Wettrennen um New Yorks ersten regulierten Bitcoinexchange

Die New Yorker High-Tech Börse NASDAQ und Bitcoin Venture Capitalist Mark Andreessen haben momentan dieselbe Idee : Geld aus der Kryptowährung Bitcoin an der Börse rausschlagen. Andreessen mit einem eigenen New Yorker Exchange, NASDAQ mit einem Listing von Bitcoin.
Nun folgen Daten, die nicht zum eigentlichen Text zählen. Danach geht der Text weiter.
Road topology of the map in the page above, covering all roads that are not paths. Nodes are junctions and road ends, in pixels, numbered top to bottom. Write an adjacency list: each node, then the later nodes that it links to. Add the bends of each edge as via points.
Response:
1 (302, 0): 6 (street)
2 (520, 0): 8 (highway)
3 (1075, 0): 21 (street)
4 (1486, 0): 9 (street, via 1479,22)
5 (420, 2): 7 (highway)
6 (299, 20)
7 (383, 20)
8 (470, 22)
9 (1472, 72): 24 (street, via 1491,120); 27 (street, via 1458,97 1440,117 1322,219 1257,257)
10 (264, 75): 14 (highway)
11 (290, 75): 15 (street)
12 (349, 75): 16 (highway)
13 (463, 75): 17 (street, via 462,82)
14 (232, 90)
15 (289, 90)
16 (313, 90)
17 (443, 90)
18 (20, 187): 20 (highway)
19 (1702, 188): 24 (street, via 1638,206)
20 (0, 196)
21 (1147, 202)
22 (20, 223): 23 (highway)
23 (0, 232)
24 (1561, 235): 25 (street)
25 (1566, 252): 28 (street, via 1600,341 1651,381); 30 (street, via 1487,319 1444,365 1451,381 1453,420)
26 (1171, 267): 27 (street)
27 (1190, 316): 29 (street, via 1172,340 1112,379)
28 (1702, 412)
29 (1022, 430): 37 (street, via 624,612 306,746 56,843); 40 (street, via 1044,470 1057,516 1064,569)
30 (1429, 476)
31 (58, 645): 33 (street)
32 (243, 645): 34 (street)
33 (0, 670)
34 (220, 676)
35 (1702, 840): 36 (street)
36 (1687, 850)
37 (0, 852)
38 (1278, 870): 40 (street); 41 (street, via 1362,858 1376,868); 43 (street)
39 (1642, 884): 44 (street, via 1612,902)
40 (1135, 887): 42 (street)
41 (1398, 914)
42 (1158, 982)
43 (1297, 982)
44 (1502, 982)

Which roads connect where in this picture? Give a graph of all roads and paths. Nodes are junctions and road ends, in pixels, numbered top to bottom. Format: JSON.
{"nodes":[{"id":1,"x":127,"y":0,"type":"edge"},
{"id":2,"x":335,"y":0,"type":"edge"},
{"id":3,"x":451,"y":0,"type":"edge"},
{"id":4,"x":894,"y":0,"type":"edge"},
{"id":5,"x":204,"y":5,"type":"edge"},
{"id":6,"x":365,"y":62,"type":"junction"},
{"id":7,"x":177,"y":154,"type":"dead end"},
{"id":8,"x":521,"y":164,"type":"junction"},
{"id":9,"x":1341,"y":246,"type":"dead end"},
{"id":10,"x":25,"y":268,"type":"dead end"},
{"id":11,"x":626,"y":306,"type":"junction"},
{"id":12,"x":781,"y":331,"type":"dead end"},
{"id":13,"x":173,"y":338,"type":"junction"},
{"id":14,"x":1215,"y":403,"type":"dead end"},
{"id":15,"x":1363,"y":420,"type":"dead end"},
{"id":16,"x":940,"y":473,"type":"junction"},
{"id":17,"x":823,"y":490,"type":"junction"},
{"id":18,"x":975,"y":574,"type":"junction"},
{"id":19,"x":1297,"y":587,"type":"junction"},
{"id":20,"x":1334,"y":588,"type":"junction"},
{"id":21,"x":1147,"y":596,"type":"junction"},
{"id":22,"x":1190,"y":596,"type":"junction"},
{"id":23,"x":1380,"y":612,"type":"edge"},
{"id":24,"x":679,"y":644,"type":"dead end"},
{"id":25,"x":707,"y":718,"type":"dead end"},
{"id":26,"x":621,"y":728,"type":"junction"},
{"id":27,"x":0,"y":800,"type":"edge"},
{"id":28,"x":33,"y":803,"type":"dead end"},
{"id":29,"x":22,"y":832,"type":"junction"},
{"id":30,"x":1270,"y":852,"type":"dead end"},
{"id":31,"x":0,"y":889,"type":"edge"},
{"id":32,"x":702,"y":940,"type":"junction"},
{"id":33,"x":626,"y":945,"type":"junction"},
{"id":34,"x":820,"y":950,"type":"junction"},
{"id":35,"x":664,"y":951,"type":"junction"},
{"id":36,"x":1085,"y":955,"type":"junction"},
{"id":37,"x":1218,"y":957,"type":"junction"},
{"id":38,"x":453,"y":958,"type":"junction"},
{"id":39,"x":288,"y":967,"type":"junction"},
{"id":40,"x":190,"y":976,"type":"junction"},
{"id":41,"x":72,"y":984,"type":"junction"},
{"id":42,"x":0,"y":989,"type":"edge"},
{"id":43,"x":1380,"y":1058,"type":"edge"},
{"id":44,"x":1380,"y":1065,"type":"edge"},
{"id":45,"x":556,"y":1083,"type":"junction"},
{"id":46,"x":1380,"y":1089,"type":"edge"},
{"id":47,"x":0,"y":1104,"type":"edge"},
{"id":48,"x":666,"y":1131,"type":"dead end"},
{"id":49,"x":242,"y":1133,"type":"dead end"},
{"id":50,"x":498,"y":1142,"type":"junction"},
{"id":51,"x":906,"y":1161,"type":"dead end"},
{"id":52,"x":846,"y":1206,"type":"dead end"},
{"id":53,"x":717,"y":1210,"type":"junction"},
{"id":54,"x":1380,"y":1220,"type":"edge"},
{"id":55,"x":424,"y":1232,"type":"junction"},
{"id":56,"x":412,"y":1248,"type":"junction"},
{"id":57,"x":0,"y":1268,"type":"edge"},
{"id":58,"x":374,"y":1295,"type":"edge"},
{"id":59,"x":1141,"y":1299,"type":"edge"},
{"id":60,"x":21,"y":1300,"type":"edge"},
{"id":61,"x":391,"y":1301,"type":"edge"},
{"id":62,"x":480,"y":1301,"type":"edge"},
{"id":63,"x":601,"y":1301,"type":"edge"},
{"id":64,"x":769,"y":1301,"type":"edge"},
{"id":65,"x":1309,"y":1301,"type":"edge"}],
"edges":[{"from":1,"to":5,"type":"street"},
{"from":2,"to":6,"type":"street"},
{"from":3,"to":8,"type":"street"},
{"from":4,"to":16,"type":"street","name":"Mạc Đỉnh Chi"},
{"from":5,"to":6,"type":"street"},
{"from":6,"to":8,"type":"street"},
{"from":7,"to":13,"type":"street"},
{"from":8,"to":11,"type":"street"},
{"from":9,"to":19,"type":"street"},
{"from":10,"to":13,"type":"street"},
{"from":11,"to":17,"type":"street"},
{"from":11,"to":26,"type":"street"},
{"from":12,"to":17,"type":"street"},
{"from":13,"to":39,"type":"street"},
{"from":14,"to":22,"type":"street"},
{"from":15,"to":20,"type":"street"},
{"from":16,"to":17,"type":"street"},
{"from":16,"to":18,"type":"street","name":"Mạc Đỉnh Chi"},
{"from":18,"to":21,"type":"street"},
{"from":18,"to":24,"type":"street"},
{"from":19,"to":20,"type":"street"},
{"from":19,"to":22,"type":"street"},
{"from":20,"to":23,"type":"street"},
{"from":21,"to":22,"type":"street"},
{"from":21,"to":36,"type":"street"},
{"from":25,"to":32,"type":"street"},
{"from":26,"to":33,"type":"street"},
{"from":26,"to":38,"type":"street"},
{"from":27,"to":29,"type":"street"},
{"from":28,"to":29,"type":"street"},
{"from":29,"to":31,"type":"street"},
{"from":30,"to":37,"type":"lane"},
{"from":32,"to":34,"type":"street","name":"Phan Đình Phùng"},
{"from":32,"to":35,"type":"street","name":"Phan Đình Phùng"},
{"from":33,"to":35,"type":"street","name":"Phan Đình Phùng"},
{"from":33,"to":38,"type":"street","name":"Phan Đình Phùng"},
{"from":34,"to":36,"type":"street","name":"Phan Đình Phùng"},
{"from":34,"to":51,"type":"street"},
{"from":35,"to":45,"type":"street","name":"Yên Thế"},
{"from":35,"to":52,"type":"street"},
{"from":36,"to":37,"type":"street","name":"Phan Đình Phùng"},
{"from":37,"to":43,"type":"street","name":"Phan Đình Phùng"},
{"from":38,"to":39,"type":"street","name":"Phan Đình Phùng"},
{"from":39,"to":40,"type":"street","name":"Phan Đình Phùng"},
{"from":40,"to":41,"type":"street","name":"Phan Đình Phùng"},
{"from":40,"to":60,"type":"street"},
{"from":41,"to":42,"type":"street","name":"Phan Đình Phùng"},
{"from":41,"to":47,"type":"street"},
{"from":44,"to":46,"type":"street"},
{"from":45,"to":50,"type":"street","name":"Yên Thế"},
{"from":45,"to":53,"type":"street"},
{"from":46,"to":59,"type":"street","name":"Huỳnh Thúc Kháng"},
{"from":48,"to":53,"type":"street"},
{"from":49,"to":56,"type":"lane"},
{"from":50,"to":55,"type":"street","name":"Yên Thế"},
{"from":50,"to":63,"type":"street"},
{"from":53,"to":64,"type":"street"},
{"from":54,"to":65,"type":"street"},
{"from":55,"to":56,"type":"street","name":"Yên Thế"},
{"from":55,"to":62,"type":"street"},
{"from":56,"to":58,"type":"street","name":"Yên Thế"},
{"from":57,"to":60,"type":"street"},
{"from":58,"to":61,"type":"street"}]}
Wer wird zuerst seinen Fuß in die Tür bekommen? Die New York Post beschreibt es als ein Duell zwischen “David und Goliath” – und wie wir aus dieser alten Legende gelernt haben ist es nicht immer der Größere, der gewinnt.

Bitcoin an die Börse

Doch wieso gerade jetzt? Laut internen Quellen feilt das New Yorker Department of Financial Services ( DFS ) gerade an neuen Regelungen für Bitcoin, welche Anfang Juli erwartet werden. Diese Neuigkeit hat sowohl die internen Organe bei NASDAQ als auch Mark Andreessen, Mitgründer von Netscape und wohlbekannter Investor in Bitcoinstartups, hellhörig werden lassen.

Die Regelungen des DFS fokussieren sich laut einer der Quellen auf Cybersecurity, Lizensierung und Verbraucherschutzanforderungen. Diese Regelungen sollen nicht endgültig sein, allerdings sind sie laut First Superintendent des New Yorker DFS Benjamin Lawsky nach dem Mt.Gox Fiasko allemale notwendig.

Andreessen erkundigte sich bereits beim DFS über die neuen Regelungen und fragte schonmal nach, was es denn alles für einen Exchange bräuchte. Mit seiner Firma Andreessen Horowitz finanzierte er bereits Projekte wie Skype in 2009 oder Twitter in 2011. Als die Firma im Februar 2011 80 Millionen Dollar in Twitter investierte wurde sie damit die erste Startkapitalfirma mit Börsenanteilen an den 4 höchstwertigen privaten Social Media Konzernen FacebookGrouponTwitter und Zynga.

Auch bei NASDAQ wird momentan angeblich eifrig diskutiert, wie man aus der wachsenden Beliebtheit von Bitcoin Gewinn erzielen könnte. Und es ist auch nicht der erste Kontakt mit Bitcoin für den Exchange. Der Bitcoin Indexfonds ( ETF ) der Winkelvoss Zwillinge soll in naher beim NASDAQ als erster öffentlich gehandelter Bitcoin ETF gelistet werden.

Wer wird sich behaupten können ?

Laut Experten würde eine Präsenz des Bitcoin auf dem NASDAQ Index einige Wellen schlagen. New Yorker Staatsanwalt Marco Santori mit einem Sitz im Regulatory Affairs Committee der Bitcoin Foundation zur New York Post :

“Es würde einen ungeheuren Wettbewerb für diese Startups darstellen. Diese Regulierungen sind wie ein Burggraben, der etablierte Betreiber schützt – beinahe immer.”

Wer in den USA ein Geschäft um Bitcoin errichten möchte, muss laut Finanzministerium dem Bank Secrecy Act of 1970 ( BSA ) folge leisten. Darin steht, dass finanzielle Institutionen strikte Dokumentation über ihre Transaktionen führen, verdächtige Aktivitäten melden und gegen Geldwäsche vorgehen müssen. Diese Aufgaben bedeuten auch mehr Arbeitskräfte – ein Faktor, in dem die zahlreichen Bitcoinstartups dem alteingesessenen NASDAQ Hasen sicherlich unterlegen sein werden.

NASDAQ Offizielle gehen davon aus, dass der Exchange voraussichtlich innerhalb eines Jahres eine regulierte Plattform für Bitcoin Käufer und Verkäufer zur Verfügung stellen kann.